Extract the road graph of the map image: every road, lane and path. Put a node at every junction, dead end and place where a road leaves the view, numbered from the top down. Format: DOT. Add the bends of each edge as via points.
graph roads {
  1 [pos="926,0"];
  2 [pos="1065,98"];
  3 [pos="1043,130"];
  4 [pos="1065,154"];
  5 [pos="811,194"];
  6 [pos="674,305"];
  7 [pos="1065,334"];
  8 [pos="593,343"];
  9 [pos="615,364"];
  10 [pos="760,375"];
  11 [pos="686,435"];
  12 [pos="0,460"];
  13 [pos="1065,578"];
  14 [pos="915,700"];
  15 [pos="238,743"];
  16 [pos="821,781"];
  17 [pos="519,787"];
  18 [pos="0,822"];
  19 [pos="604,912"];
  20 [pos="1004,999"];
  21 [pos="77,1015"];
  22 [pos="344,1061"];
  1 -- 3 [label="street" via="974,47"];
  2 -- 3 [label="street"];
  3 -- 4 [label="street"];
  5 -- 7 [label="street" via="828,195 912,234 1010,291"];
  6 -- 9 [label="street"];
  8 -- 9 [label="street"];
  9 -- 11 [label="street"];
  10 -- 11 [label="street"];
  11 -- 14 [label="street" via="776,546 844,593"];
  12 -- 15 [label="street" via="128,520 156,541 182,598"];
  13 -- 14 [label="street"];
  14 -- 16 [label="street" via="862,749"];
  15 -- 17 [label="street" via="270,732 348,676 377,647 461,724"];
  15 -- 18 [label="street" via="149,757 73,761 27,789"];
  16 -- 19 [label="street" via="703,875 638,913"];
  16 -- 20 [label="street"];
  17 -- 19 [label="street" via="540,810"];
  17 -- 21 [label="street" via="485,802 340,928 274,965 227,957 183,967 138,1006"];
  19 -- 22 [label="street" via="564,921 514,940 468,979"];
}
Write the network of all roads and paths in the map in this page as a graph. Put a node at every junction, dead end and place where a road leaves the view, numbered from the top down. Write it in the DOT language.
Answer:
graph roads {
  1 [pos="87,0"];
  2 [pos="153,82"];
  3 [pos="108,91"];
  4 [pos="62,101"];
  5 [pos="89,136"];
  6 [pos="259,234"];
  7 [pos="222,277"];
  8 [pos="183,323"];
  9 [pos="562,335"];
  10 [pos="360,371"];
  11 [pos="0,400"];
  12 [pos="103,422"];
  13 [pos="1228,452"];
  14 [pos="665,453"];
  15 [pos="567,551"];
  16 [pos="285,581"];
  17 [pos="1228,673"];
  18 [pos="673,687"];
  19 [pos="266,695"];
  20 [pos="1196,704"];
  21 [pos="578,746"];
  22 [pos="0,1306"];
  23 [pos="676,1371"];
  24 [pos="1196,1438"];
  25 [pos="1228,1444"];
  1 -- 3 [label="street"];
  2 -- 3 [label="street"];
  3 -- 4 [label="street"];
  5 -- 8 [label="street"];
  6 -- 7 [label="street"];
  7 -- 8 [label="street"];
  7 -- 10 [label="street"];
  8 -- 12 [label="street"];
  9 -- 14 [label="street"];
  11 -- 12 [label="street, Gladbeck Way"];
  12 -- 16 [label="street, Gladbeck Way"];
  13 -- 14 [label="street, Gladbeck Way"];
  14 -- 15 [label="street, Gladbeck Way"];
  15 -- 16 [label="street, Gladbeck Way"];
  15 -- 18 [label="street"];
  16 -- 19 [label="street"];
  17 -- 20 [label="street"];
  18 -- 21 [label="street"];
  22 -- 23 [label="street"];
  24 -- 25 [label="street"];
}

* * * * * * * * *

Please reproduce the records above in their entirety, exactly as given.

Extract the road graph of the map image: every road, lane and path. Put a node at every junction, dead end and place where a road leaves the view, numbered from the top down. Format: DOT. Add the bends of each edge as via points.
graph roads {
  1 [pos="926,0"];
  2 [pos="1065,98"];
  3 [pos="1043,130"];
  4 [pos="1065,154"];
  5 [pos="811,194"];
  6 [pos="674,305"];
  7 [pos="1065,334"];
  8 [pos="593,343"];
  9 [pos="615,364"];
  10 [pos="760,375"];
  11 [pos="686,435"];
  12 [pos="0,460"];
  13 [pos="1065,578"];
  14 [pos="915,700"];
  15 [pos="238,743"];
  16 [pos="821,781"];
  17 [pos="519,787"];
  18 [pos="0,822"];
  19 [pos="604,912"];
  20 [pos="1004,999"];
  21 [pos="77,1015"];
  22 [pos="344,1061"];
  1 -- 3 [label="street" via="974,47"];
  2 -- 3 [label="street"];
  3 -- 4 [label="street"];
  5 -- 7 [label="street" via="828,195 912,234 1010,291"];
  6 -- 9 [label="street"];
  8 -- 9 [label="street"];
  9 -- 11 [label="street"];
  10 -- 11 [label="street"];
  11 -- 14 [label="street" via="776,546 844,593"];
  12 -- 15 [label="street" via="128,520 156,541 182,598"];
  13 -- 14 [label="street"];
  14 -- 16 [label="street" via="862,749"];
  15 -- 17 [label="street" via="270,732 348,676 377,647 461,724"];
  15 -- 18 [label="street" via="149,757 73,761 27,789"];
  16 -- 19 [label="street" via="703,875 638,913"];
  16 -- 20 [label="street"];
  17 -- 19 [label="street" via="540,810"];
  17 -- 21 [label="street" via="485,802 340,928 274,965 227,957 183,967 138,1006"];
  19 -- 22 [label="street" via="564,921 514,940 468,979"];
}
Write the network of all roads and paths in the map in this page as a graph. Put a node at every junction, dead end and place where a road leaves the view, numbered from the top down. Write it in the DOT language.
Answer:
graph roads {
  1 [pos="87,0"];
  2 [pos="153,82"];
  3 [pos="108,91"];
  4 [pos="62,101"];
  5 [pos="89,136"];
  6 [pos="259,234"];
  7 [pos="222,277"];
  8 [pos="183,323"];
  9 [pos="562,335"];
  10 [pos="360,371"];
  11 [pos="0,400"];
  12 [pos="103,422"];
  13 [pos="1228,452"];
  14 [pos="665,453"];
  15 [pos="567,551"];
  16 [pos="285,581"];
  17 [pos="1228,673"];
  18 [pos="673,687"];
  19 [pos="266,695"];
  20 [pos="1196,704"];
  21 [pos="578,746"];
  22 [pos="0,1306"];
  23 [pos="676,1371"];
  24 [pos="1196,1438"];
  25 [pos="1228,1444"];
  1 -- 3 [label="street"];
  2 -- 3 [label="street"];
  3 -- 4 [label="street"];
  5 -- 8 [label="street"];
  6 -- 7 [label="street"];
  7 -- 8 [label="street"];
  7 -- 10 [label="street"];
  8 -- 12 [label="street"];
  9 -- 14 [label="street"];
  11 -- 12 [label="street, Gladbeck Way"];
  12 -- 16 [label="street, Gladbeck Way"];
  13 -- 14 [label="street, Gladbeck Way"];
  14 -- 15 [label="street, Gladbeck Way"];
  15 -- 16 [label="street, Gladbeck Way"];
  15 -- 18 [label="street"];
  16 -- 19 [label="street"];
  17 -- 20 [label="street"];
  18 -- 21 [label="street"];
  22 -- 23 [label="street"];
  24 -- 25 [label="street"];
}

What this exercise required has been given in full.